WHAT NEEDS TO BE DONE.
Every line that contains the word "bottom" is to be copied from the listing.

RECORDS SHOWN.
*** Block opens ***
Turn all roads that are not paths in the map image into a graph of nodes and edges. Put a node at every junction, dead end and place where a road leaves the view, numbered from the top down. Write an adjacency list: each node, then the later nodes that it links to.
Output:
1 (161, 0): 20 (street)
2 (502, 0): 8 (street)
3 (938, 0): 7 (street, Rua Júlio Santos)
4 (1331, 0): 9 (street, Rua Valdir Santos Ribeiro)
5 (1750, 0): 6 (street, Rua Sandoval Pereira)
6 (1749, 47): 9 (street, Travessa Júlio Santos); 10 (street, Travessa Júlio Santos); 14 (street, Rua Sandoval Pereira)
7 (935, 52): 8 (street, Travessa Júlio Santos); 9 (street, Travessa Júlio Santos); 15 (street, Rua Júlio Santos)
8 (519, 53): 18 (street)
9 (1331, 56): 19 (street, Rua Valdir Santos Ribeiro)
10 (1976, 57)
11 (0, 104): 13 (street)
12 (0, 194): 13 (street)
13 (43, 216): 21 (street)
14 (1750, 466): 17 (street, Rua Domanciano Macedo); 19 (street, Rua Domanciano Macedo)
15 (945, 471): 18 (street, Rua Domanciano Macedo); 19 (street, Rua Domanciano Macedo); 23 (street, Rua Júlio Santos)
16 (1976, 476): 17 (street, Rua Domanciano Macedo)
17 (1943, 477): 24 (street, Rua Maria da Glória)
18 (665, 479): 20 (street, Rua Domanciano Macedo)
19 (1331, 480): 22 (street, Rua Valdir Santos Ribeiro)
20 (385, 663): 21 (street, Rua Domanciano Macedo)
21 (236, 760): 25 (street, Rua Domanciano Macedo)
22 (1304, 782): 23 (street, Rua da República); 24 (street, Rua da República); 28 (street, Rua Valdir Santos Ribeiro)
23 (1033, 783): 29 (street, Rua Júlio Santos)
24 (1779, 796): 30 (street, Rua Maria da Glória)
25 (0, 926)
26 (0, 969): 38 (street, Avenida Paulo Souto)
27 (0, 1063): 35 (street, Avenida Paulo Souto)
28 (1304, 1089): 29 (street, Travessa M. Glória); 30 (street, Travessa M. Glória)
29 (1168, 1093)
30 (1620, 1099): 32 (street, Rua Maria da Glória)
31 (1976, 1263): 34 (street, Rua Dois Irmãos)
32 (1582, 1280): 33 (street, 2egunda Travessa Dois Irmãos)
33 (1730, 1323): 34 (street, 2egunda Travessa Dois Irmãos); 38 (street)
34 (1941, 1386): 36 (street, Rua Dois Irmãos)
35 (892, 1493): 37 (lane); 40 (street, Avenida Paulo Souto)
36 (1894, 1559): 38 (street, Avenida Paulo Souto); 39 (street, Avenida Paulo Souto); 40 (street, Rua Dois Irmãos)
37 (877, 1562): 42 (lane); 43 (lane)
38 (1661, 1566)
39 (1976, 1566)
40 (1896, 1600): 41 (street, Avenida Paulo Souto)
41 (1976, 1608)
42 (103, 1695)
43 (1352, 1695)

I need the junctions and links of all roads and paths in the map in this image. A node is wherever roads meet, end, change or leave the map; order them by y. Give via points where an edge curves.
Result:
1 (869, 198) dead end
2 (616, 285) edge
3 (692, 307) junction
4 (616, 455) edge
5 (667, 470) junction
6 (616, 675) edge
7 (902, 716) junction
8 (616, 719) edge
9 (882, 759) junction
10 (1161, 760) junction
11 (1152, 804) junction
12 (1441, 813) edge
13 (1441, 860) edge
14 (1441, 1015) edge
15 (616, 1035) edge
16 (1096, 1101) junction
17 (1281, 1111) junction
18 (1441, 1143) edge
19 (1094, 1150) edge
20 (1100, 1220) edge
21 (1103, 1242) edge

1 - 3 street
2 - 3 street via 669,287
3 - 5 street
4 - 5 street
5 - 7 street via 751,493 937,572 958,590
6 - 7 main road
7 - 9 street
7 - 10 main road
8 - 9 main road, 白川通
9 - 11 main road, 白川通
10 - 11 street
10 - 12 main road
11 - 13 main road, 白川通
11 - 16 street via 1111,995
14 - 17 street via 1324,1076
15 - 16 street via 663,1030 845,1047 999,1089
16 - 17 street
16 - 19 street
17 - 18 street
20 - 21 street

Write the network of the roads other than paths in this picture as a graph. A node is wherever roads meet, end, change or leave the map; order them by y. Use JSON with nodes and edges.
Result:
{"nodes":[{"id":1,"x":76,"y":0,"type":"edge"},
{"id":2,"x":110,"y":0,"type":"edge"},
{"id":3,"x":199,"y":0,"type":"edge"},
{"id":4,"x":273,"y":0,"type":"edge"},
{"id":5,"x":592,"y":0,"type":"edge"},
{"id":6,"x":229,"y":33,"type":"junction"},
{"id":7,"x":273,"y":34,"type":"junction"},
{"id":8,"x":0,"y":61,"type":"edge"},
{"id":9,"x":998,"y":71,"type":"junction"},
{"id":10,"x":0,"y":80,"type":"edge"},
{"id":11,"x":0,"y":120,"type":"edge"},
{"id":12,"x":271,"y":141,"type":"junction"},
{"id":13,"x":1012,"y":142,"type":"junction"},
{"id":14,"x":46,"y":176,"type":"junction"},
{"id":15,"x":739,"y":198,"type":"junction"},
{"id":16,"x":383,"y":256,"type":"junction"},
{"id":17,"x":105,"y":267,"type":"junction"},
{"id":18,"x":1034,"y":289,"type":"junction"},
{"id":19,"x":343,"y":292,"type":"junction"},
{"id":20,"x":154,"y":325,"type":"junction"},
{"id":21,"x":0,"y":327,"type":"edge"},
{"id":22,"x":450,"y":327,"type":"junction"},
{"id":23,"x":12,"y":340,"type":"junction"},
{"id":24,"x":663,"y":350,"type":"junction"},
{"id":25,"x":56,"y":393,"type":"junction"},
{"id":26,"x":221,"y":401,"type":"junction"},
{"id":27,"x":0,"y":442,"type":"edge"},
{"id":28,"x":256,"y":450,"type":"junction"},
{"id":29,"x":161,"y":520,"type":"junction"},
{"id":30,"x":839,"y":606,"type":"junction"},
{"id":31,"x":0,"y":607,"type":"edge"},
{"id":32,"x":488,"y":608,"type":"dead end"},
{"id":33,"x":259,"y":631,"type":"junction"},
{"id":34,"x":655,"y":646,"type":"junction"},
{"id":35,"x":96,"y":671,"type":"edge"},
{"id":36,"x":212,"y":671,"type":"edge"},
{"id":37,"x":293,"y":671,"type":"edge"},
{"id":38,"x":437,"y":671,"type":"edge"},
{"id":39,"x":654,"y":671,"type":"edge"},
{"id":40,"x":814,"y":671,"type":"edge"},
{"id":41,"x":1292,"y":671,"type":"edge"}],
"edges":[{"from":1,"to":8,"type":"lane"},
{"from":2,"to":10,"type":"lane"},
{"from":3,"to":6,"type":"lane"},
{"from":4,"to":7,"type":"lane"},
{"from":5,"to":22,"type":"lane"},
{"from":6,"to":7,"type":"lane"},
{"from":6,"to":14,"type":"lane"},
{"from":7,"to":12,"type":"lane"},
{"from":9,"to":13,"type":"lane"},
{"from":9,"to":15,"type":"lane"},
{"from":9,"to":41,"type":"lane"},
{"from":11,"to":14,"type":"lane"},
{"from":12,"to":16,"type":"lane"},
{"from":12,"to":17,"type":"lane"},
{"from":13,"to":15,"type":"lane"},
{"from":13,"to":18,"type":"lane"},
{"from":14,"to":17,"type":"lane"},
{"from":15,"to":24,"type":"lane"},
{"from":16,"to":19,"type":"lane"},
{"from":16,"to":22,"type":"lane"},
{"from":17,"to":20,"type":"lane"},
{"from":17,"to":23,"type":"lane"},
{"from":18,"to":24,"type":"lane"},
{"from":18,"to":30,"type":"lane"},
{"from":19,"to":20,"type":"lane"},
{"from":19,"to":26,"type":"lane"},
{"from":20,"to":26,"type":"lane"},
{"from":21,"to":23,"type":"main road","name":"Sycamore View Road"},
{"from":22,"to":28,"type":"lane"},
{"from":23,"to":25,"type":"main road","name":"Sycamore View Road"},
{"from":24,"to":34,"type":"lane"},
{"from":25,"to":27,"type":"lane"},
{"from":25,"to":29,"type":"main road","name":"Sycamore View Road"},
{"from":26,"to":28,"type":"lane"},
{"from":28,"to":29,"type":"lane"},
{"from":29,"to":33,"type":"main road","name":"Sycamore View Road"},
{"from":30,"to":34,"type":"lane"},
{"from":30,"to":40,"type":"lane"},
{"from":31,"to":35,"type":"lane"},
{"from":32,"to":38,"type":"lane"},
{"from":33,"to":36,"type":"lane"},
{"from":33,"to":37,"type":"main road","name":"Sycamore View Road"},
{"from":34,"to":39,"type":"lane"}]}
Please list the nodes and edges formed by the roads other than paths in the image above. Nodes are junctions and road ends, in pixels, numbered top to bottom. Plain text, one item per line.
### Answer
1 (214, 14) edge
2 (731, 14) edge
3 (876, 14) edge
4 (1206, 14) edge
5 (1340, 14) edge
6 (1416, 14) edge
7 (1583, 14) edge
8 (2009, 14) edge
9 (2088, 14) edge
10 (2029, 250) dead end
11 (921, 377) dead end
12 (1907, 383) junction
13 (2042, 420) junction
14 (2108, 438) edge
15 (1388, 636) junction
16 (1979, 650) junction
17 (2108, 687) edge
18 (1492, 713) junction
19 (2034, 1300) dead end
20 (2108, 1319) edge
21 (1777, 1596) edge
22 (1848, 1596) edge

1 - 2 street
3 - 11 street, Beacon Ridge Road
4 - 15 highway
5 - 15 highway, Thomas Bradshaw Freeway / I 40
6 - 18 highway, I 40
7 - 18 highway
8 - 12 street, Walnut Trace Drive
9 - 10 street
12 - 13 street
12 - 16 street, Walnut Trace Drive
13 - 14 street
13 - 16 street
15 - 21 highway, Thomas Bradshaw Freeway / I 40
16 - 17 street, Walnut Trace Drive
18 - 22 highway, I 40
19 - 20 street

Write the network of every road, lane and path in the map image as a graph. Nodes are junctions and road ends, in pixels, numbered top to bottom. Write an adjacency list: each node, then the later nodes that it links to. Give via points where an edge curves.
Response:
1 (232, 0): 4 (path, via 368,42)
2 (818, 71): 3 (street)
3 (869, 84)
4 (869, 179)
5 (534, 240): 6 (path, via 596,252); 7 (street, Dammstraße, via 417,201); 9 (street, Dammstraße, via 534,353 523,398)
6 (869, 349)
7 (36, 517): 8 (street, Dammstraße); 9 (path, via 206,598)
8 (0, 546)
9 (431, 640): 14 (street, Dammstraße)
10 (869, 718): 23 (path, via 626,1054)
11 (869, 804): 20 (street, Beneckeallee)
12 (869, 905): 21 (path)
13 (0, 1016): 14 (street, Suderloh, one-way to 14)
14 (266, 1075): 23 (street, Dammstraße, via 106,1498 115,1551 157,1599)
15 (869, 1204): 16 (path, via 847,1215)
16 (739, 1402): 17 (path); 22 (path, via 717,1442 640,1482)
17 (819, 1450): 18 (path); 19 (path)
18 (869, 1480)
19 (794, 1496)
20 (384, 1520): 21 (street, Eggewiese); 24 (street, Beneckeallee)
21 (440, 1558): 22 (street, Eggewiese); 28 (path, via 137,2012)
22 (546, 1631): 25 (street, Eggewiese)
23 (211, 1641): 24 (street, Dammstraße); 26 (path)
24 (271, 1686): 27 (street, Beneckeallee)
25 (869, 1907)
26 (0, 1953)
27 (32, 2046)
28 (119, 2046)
*** Block closes ***
WRITTEN SOLUTION.
Please list the nodes and edges formed by the roads other than paths in the image above. Nodes are junctions and road ends, in pixels, numbered top to bottom. Plain text, one item per line.
Write the network of every road, lane and path in the map image as a graph. Nodes are junctions and road ends, in pixels, numbered top to bottom. Write an adjacency list: each node, then the later nodes that it links to. Give via points where an edge curves.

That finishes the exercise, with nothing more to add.